Some Thoughts I Had While Coming Down From Shrooms
What a conundrum. To learn from your mistakes yet to not let them define you. I’ll just call it a day or maybe just call it being in your 20s.
Here are some thoughts I wrote coming down from shrooms. And edited sometime after that trip. To a song by my favourite band and violently recalling versions of myself I didn’t want to remember. But I did it because I finally understood that I’d changed. There’s no way I haven’t. Come on now. There’s no way.
You can only articulate so much. I could say it was me confronting disillusionment and the pain it leaves. Will I spend my entire life trying to recreate it or will I just feel it in the moment? Will it always be something only I’ll know to be? It’s a bittersweet conclusion I’ve bought myself into tonight. It’s a lonely one, but I love the feeling of being able to put an arm or seven million around myself. I love the feeling of looking around and seeing everything and everyone I’ve fought for and believing that nothing, not even my own worst nightmares, will ever be bigger than this.
I wonder to myself, I can’t be the only person going through this. Are we all going through this? I’m not sure. I just know there’s more to every person than I will ever know. There’s more to me than I will understand tomorrow morning. What a scary thought. I know it will be hard. A thought worth only a sentence reflecting on. At least for this paragraph. Because even when tomorrow comes, I will still choose to be myself and depend on who I’ve become.
At this point, it’s not angst. It’s a type of resilience that understands and remembers everything that took to be here. That remembers every person I’ve been and every emotion I’ve felt. Every single thing I’ve said that I wish I never had. Every single thing I did that I wish I’d never done. If humility didn’t sting, would it ever really humble you? Would it ever force me to turn around and say I want to do better?

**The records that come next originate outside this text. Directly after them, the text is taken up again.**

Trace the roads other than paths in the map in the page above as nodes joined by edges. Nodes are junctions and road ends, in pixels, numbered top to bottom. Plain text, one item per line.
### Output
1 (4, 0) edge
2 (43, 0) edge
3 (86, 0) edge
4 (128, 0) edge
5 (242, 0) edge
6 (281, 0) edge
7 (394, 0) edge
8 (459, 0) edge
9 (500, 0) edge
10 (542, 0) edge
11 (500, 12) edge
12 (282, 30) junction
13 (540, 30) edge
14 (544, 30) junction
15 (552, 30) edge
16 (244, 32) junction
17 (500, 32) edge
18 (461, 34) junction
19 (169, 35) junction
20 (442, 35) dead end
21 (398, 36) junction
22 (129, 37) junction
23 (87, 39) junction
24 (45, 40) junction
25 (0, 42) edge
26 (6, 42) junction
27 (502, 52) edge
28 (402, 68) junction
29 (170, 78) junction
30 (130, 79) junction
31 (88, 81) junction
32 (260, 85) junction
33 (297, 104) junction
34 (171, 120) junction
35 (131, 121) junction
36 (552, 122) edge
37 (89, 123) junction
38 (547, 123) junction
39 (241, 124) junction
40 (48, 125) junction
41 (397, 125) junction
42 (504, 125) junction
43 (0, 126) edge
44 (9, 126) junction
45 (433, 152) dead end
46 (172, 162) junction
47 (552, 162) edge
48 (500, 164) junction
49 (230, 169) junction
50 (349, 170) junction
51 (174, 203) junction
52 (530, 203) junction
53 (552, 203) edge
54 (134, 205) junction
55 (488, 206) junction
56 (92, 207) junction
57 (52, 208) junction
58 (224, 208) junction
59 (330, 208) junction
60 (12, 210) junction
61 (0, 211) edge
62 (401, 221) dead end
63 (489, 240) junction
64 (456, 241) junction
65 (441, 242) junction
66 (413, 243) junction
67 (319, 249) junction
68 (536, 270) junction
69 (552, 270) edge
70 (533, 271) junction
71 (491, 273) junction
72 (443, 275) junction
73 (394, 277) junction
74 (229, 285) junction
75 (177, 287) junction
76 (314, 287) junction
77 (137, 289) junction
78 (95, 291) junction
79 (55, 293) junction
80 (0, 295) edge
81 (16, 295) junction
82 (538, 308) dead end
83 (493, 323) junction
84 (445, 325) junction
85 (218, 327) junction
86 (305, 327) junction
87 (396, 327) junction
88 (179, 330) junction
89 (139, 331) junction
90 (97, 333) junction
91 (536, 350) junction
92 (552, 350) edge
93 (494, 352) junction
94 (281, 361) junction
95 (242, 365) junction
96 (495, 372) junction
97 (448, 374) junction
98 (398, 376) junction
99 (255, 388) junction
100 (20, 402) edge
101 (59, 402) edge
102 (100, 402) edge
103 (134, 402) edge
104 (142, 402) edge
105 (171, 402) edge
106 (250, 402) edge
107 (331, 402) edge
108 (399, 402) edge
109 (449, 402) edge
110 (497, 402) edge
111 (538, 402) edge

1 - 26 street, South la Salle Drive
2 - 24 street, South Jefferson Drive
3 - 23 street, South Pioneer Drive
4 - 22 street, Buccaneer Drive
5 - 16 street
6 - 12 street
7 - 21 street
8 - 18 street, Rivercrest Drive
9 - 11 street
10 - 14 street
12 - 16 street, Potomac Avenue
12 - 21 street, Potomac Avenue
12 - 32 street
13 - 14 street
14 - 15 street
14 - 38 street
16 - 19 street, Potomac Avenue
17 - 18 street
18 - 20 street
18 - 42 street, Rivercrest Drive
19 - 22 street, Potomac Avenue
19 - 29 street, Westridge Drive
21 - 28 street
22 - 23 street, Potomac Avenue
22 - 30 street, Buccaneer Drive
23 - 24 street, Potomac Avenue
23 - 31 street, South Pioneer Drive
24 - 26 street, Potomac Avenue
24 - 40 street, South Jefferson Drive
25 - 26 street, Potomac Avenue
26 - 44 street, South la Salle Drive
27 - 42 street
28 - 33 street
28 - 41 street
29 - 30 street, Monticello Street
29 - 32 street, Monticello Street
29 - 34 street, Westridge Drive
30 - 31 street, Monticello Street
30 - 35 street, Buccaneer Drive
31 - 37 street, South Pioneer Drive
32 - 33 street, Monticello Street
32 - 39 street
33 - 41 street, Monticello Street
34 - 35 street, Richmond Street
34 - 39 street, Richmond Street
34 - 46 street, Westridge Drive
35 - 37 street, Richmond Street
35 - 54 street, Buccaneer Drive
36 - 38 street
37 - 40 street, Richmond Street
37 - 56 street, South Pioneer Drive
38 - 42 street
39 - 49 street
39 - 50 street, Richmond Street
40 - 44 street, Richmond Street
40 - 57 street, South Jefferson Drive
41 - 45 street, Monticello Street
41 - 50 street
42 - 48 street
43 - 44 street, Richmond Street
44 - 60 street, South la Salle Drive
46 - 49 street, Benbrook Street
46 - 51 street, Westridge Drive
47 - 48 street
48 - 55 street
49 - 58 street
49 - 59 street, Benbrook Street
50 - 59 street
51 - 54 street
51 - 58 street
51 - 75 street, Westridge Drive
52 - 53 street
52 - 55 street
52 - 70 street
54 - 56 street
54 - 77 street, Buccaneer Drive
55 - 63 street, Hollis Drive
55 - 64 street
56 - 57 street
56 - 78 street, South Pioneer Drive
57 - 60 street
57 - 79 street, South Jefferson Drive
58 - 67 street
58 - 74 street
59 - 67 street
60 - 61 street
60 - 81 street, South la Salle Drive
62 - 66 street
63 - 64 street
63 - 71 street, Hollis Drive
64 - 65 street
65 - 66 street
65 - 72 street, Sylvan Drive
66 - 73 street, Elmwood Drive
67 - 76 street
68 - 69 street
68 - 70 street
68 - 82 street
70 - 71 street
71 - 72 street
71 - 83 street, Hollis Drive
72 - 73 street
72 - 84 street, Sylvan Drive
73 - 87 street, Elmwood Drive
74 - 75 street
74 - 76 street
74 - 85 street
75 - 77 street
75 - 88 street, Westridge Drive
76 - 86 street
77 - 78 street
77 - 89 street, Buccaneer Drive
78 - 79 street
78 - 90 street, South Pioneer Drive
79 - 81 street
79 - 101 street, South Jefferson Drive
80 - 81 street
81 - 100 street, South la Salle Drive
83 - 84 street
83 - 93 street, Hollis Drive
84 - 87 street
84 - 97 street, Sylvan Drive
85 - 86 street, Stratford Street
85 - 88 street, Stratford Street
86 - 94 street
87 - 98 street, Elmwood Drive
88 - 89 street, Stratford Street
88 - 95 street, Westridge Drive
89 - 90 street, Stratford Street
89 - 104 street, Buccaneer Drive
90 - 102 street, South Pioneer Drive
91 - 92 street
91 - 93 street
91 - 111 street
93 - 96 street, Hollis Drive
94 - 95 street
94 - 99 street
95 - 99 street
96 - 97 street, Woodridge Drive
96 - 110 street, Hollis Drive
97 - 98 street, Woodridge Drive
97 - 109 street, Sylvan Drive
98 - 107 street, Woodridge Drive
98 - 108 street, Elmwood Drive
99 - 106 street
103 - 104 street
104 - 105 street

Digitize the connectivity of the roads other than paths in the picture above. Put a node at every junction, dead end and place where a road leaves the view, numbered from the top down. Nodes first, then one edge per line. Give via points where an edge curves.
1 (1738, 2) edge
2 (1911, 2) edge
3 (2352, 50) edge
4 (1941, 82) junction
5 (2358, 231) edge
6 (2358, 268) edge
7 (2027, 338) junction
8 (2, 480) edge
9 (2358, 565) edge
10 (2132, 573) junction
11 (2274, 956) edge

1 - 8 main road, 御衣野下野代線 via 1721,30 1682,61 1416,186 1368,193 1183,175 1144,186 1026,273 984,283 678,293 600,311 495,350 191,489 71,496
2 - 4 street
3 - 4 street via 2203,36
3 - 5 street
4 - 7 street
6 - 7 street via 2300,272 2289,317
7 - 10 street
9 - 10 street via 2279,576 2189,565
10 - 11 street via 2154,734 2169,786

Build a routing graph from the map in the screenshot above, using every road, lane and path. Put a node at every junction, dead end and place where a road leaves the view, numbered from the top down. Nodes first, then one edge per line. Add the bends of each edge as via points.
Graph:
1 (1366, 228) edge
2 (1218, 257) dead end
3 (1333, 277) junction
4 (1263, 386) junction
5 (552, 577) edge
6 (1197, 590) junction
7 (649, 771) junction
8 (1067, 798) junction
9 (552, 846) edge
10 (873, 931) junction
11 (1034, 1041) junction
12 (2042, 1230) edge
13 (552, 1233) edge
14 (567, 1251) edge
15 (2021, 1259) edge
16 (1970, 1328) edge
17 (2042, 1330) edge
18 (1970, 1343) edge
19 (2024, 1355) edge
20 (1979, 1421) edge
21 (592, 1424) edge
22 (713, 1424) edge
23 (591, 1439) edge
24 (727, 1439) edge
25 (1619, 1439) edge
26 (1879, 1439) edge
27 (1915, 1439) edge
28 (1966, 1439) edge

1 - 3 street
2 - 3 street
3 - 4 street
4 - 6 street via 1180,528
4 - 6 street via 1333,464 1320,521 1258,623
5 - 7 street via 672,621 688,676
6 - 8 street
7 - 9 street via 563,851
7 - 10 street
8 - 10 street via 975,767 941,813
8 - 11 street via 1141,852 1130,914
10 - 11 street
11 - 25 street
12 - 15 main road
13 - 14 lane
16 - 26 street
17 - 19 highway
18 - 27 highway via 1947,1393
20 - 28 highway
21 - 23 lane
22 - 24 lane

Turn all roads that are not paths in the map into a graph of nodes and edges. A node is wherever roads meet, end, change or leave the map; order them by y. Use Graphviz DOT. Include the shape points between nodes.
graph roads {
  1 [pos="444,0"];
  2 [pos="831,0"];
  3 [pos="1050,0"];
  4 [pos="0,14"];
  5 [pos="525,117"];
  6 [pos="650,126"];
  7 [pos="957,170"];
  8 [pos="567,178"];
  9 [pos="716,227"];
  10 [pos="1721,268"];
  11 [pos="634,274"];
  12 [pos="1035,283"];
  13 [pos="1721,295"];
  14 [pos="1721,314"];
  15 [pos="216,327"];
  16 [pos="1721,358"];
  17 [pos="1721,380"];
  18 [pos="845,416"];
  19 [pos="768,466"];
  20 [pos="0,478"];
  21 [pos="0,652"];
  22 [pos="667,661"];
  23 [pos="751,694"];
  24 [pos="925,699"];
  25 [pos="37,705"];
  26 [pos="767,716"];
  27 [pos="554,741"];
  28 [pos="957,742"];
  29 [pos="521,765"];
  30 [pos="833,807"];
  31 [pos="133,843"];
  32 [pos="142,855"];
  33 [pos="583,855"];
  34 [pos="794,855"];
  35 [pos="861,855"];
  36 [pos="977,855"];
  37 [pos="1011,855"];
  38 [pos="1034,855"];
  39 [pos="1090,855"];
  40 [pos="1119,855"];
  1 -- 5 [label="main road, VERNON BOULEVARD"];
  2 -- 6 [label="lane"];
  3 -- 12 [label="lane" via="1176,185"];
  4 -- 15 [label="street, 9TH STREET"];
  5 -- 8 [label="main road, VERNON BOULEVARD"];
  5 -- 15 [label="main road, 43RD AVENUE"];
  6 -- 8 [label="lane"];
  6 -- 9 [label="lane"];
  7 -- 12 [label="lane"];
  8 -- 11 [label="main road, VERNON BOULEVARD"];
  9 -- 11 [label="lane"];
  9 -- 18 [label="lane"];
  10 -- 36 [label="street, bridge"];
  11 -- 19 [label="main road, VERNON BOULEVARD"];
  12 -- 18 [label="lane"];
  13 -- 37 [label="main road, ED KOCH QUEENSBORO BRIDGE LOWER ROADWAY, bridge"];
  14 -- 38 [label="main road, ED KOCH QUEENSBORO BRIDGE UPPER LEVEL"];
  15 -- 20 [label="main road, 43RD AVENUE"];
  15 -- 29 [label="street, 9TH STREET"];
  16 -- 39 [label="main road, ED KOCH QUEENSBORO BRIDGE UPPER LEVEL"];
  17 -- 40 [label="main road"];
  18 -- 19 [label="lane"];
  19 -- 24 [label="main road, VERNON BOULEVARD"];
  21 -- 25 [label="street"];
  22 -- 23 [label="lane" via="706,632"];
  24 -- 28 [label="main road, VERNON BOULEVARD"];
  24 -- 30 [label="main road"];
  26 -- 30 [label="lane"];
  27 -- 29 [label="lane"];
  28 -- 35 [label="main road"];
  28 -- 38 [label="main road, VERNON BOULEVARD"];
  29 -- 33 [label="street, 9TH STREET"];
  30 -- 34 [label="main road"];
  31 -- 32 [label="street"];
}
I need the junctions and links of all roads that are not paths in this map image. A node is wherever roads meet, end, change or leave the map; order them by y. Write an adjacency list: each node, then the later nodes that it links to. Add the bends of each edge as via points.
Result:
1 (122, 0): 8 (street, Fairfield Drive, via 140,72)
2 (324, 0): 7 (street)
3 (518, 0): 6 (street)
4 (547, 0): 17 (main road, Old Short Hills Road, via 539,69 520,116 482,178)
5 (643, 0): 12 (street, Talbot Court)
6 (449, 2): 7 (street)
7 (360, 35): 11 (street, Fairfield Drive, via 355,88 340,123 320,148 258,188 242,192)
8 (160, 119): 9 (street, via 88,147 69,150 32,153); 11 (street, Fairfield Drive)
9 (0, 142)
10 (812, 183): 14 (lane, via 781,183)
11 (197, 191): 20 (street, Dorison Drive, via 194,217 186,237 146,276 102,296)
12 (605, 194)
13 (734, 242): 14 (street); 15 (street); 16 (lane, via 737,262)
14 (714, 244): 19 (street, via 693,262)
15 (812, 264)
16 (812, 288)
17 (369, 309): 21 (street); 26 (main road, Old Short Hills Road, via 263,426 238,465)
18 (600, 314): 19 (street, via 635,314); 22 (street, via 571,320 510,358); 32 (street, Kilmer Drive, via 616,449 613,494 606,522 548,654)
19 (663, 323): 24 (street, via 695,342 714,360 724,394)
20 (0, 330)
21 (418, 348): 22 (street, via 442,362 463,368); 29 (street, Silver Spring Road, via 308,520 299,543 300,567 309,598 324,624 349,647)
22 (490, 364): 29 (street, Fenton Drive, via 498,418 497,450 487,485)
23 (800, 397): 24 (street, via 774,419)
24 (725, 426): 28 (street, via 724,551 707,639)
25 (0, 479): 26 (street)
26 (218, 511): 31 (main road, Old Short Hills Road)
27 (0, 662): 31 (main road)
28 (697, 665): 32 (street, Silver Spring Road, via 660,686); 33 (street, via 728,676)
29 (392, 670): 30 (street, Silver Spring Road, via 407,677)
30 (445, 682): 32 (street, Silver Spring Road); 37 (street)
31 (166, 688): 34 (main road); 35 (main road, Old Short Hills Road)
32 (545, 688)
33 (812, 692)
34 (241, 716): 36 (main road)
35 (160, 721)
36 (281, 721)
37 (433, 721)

What a conundrum. To learn from your mistakes yet to not let them define you. I’ll just call it a day or maybe just call it being in your 20s.
Not the first time I’ve thought this. But this time, I won’t be afraid to feel afraid. Even when I am, because some days or weeks, I am. There will always be a knot in my insides that I can’t deny. But I recognize that being vulnerable is what pushes me to be myself and is in essence being myself. Who, I’m not sure if I was clear enough, is more than dependable and definitely cut out for this shit.
Still don’t know what being spiritual really means, but it’s the only way I can describe what I’m going through. Something along the lines of coming back home to myself—my humanness, my resilience, my weaknesses, my fears, my dreams, my hopes. The terrifying way sometimes they all look the same depending on if I love myself or not. Remembering exactly who I am by allowing and accepting whoever that is. And through that acceptance, I watch her become someone I never imagined myself to have become. I’m scared.
Standing face to face with what I’ve always wanted, I want to ask the universe to just wait a second. Could we sit down for a second? I just need to understand. I start running backwards trying to remember every little detail of my little life. There’s memories I can accept and memories I’ve no clue what to do with. There are people I don’t want to remember and moments I don’t even bother remembering.
Moments that make me wish I could stop the entire world from turning. Yes, the entire planet. Where I wish I could go back to before. Before the disillusionment. Before the crash I’d foreseen months before it’d happened. Simpler times when I gave without worrying if I’d ever have enough to give. And times where being careful wasn’t second nature. I’d spend that time walking along busy roads like I used to when I just needed to think, preoccupied by my thoughts to even notice that I was lonely. Times when strangers were friends, getting high felt like another shot at life, and when a bad day meant I got to spend time with people who shared that pain.
I know I can’t go back in time. And I know I shouldn’t even if I could. So I write this little thinkpiece and think I will call it a day.